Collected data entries
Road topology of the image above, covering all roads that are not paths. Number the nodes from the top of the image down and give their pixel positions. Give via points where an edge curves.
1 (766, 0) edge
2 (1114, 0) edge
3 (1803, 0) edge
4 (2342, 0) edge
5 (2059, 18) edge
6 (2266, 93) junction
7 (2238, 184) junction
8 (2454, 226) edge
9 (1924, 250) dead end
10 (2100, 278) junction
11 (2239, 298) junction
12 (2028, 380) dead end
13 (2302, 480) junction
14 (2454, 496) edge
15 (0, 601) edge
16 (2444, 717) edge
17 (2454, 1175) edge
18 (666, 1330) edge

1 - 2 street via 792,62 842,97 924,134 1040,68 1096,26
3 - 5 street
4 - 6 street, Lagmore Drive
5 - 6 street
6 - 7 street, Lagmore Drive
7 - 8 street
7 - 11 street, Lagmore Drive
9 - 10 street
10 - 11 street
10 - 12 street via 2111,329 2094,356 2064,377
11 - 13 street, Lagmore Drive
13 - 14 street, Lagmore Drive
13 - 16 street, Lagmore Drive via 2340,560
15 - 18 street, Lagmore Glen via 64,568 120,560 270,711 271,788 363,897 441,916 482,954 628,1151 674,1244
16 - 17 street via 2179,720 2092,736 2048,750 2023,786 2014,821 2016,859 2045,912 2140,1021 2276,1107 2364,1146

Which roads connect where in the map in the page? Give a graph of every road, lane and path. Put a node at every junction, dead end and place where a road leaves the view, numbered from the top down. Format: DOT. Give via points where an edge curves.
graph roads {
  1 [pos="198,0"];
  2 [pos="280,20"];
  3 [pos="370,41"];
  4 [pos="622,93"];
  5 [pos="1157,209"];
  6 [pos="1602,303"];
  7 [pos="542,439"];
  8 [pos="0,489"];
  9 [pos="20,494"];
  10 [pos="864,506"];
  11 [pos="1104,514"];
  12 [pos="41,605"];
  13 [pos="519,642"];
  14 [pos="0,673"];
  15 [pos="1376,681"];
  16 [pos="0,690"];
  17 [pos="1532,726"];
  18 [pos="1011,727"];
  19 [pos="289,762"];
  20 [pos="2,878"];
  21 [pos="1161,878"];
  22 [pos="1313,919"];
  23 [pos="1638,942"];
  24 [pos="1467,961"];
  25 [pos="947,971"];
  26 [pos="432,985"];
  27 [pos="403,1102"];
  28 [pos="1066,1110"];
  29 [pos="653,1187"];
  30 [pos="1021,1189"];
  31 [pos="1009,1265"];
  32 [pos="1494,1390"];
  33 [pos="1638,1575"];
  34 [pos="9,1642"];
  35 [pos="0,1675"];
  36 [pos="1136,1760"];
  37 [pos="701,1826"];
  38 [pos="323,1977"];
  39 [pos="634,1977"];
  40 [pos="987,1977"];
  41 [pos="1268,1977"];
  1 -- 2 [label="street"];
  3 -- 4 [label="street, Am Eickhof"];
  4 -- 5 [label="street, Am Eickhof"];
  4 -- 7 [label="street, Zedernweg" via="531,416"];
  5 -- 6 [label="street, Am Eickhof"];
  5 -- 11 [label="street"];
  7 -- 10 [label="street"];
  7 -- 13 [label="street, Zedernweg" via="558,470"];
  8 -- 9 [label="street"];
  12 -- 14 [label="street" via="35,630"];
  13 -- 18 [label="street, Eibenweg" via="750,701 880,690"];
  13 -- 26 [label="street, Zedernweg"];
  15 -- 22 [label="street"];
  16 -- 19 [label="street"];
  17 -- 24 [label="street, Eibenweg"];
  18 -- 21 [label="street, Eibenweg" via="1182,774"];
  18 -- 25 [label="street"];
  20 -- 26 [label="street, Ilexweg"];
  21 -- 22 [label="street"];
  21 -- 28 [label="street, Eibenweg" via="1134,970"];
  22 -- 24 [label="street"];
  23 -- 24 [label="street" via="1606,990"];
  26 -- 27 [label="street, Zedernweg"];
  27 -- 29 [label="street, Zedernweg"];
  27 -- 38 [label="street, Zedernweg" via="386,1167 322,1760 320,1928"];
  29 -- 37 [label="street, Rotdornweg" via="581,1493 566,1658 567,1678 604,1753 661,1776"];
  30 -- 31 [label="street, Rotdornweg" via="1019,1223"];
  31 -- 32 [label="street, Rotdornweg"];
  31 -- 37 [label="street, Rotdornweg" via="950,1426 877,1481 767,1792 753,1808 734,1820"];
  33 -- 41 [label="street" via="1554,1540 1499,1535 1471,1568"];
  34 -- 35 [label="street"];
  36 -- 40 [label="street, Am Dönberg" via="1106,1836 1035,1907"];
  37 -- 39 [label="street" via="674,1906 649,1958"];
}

How to complete this task: Reply with nothing but the count of lines in the entries above that contain "curves".

Exercise result: 2